Note here, from data we get the estimate of average TE is (100+155)/2 - (245+270+230)/3 = -120.8. Alternatively, we can calculate the beta coefficient associated with \(A\) as follows:

round(coef(lm(Y~A)),1)
## (Intercept)           A 
##       248.3      -120.8

Here, beta coefficient associated with \(A\) is -120.8, which is different than average TE -58 that we obtained from the potential outcome data table above. Part of it is because of finite sample bias (having only 5 data points) instead of infinite population. If we had a large enough sample, we would expect the estimate to be close to the true average TE.

You can find more detailed exploration of estimation in a different tutorial using a real data.

Extending these assumptions when confounders exist:

Conditional Exchangeability \(Y(1), Y(0) \perp A | L\) Treatment assignment is independent of the potential outcome, given L
Positivity \(0 < P(A=1 | L) < 1\) Subjects are eligible to receive both treatment, given L

Here, - \(L\): Confounder: Age, could be an example

1.3.5 ATT

  • Assume that the following are the confounders that impact the relationship between rosuvastatin and cholesterol levels
    • race
    • sex
    • age
  • We have 5 Rosuvastatin-treated subjects who are all
    • white,
    • male,
    • 50 years of age
  • We recruited additional 5 subjects (same characteristics) to non-rosuvastatin group.

Treated group:

Person <- c("John","Jim","Jake","Cody","Luke")
Y1 <- c( 195, 100, 210, 155, 165)
Y0 <- rep(NA, length(Y1))
Treated <- data.frame(Person, Y1, Y0, TE = Y1-Y0)
Treated[6,2] <- mean(Treated$Y1)
kable(Treated, booktabs = TRUE, 
             col.names = c("Person", "Y(1)", "Y(0)", "TE"))%>%
  row_spec(6, bold = T, color = "white", background = "#D7261E")
Person Y(1) Y(0) TE
John 195
Jim 100
Jake 210
Cody 155
Luke 165
165

Untreated group: New folks with characteristics similar to the treated group.

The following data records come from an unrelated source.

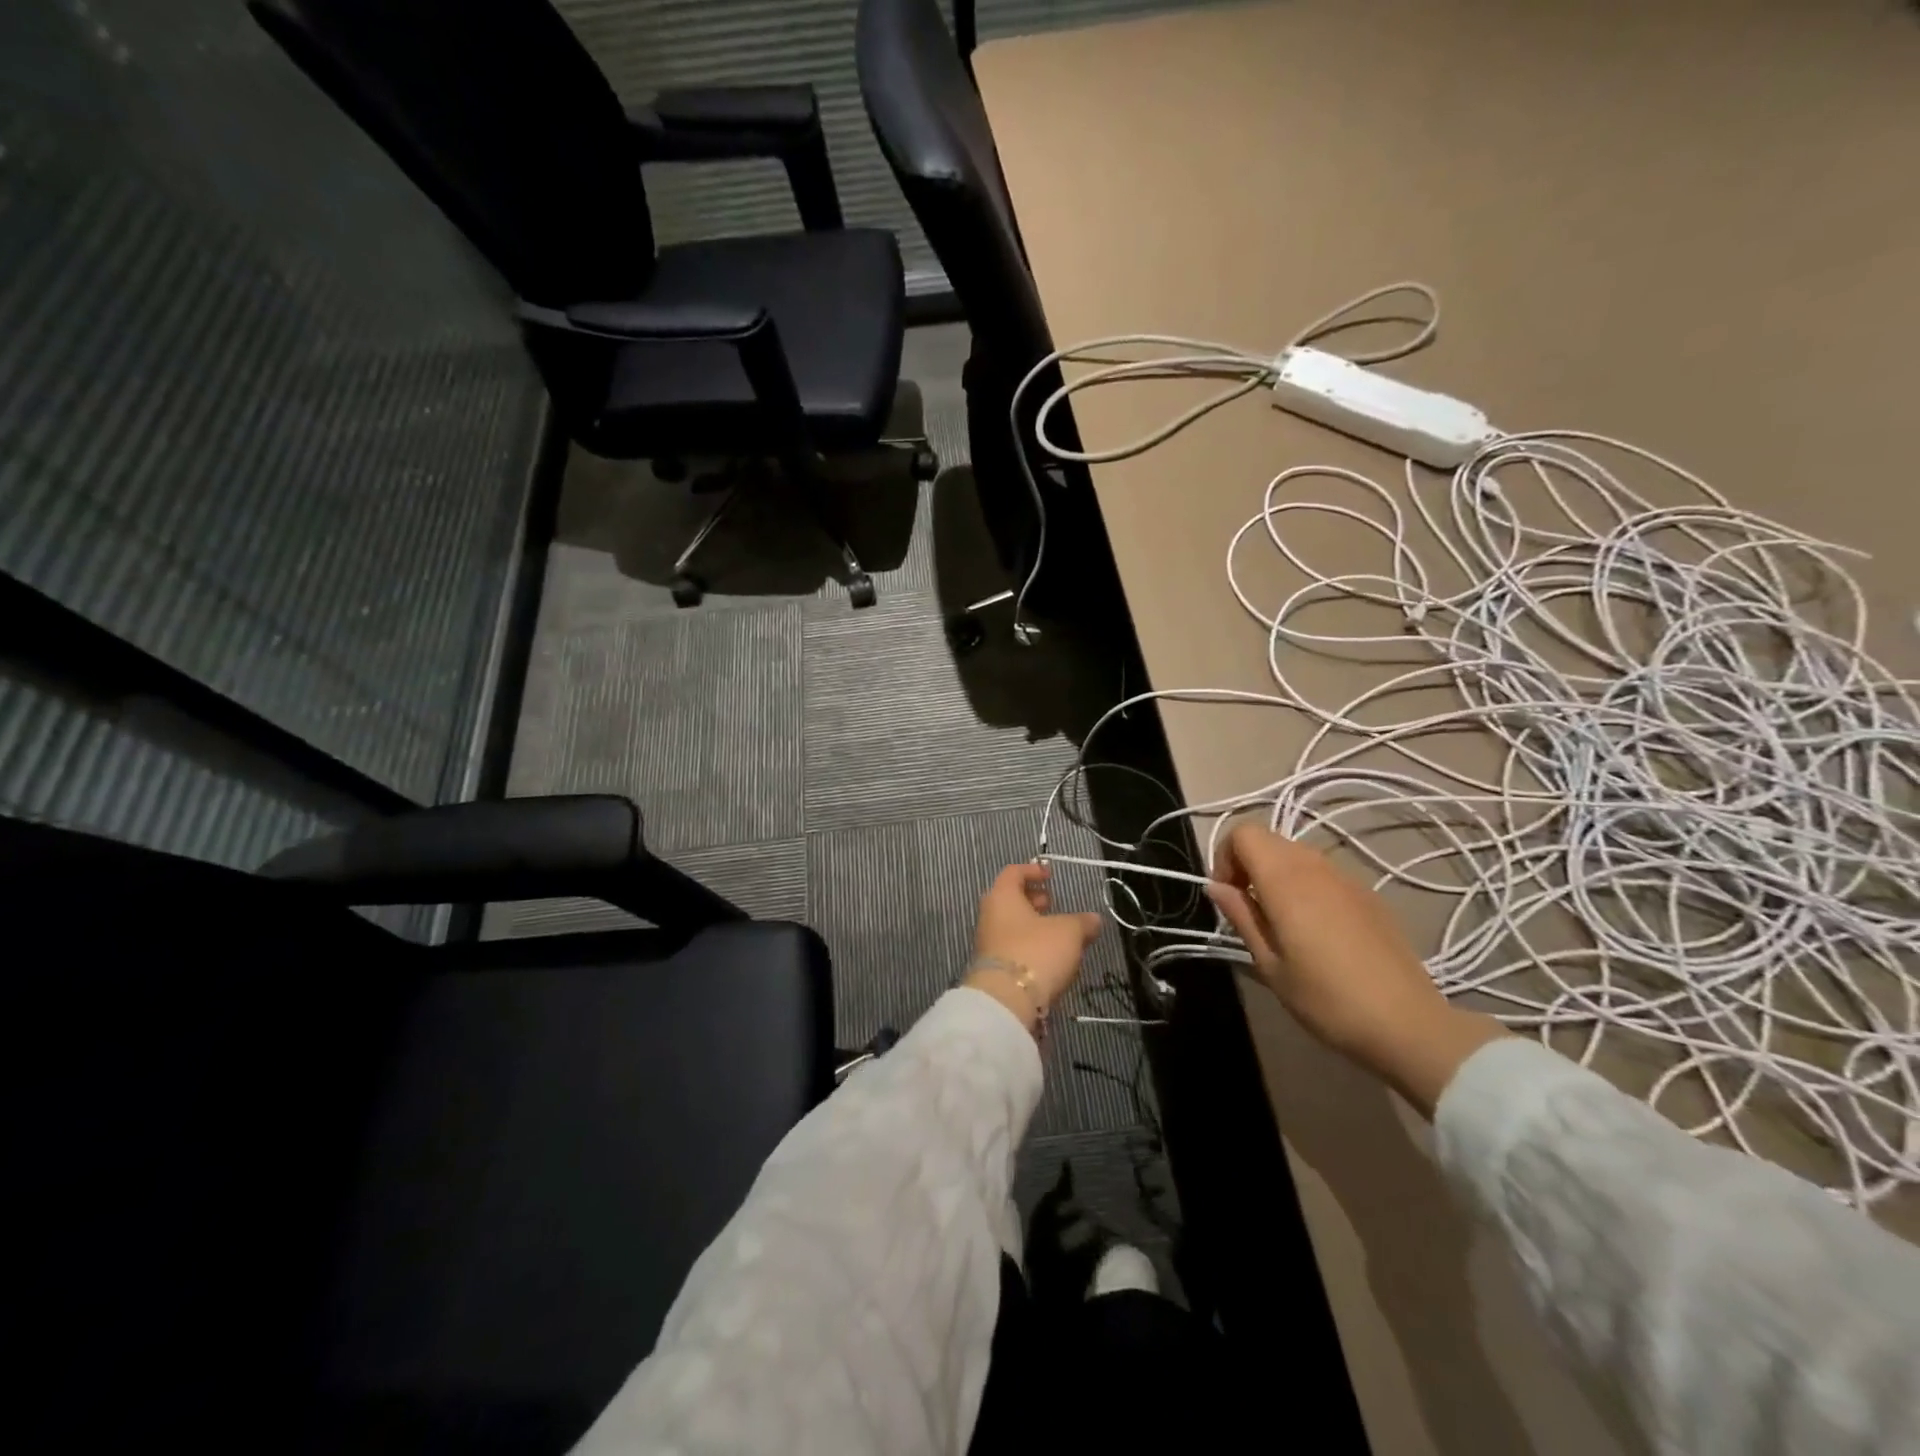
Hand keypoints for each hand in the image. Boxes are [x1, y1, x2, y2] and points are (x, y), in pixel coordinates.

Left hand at [966, 862, 1101, 1033]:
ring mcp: (988, 944)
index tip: (1050, 876)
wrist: (1006, 1001)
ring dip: (1033, 926)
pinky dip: (1029, 946)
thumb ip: (1082, 922)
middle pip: (1010, 899)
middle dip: (1032, 900)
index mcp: (1002, 896)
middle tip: (1053, 904)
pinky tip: (1050, 959)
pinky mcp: (993, 969)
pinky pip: (1013, 948)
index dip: (1033, 870)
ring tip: (1059, 935)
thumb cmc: (1036, 951)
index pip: (1013, 872)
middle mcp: (990, 916)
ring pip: (1012, 925)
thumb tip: (1094, 920)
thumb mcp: (1069, 932)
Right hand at [1206, 823, 1508, 1116]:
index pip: (1244, 833)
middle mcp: (1315, 866)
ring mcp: (1347, 878)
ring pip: (1297, 854)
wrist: (1407, 1024)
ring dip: (1277, 874)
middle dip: (1248, 864)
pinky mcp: (1369, 894)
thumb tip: (1215, 886)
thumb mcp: (1269, 964)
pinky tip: (1317, 931)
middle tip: (1249, 910)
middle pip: (1269, 839)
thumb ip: (1241, 916)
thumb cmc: (1326, 998)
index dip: (1225, 856)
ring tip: (1280, 921)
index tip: (1228, 896)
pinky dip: (1306, 886)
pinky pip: (1324, 873)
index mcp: (1285, 879)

Person <- c( "Jack", "Dustin", "Cole", "Lucas", "Dylan")
Y0 <- c( 245, 160, 270, 210, 165)
Y1 <- rep(NA, length(Y0))
Untreated <- data.frame(Person, Y1, Y0, TE = Y1-Y0)
Untreated[6,3] <- mean(Untreated$Y0)
kable(Untreated, booktabs = TRUE, 
             col.names = c("Person", "Y(1)", "Y(0)", "TE"))%>%
  row_spec(6, bold = T, color = "white", background = "#D7261E")
Person Y(1) Y(0) TE
Jack 245
Dustin 160
Cole 270
Lucas 210
Dylan 165
210

\(ATT = E[Y(A=1)-Y(A=0) | A = 1]\)

mean(Treated$Y1) - mean(Untreated$Y0)
## [1] -45

1.3.6 Interpretation of ATT

This is a treatment effect (on an average) of

  • the treated population (reference group), vs.
  • untreated population, but have similar characteristics to the reference group/treated population.

It is also possible to change the reference population to untreated population. Then it is called Average Treatment Effect for the Untreated (ATU).

1.3.7 ATT vs. ATE

In a RCT (enough n), the ATT & ATE are equivalent
In an observational study the ATT and ATE are not necessarily the same.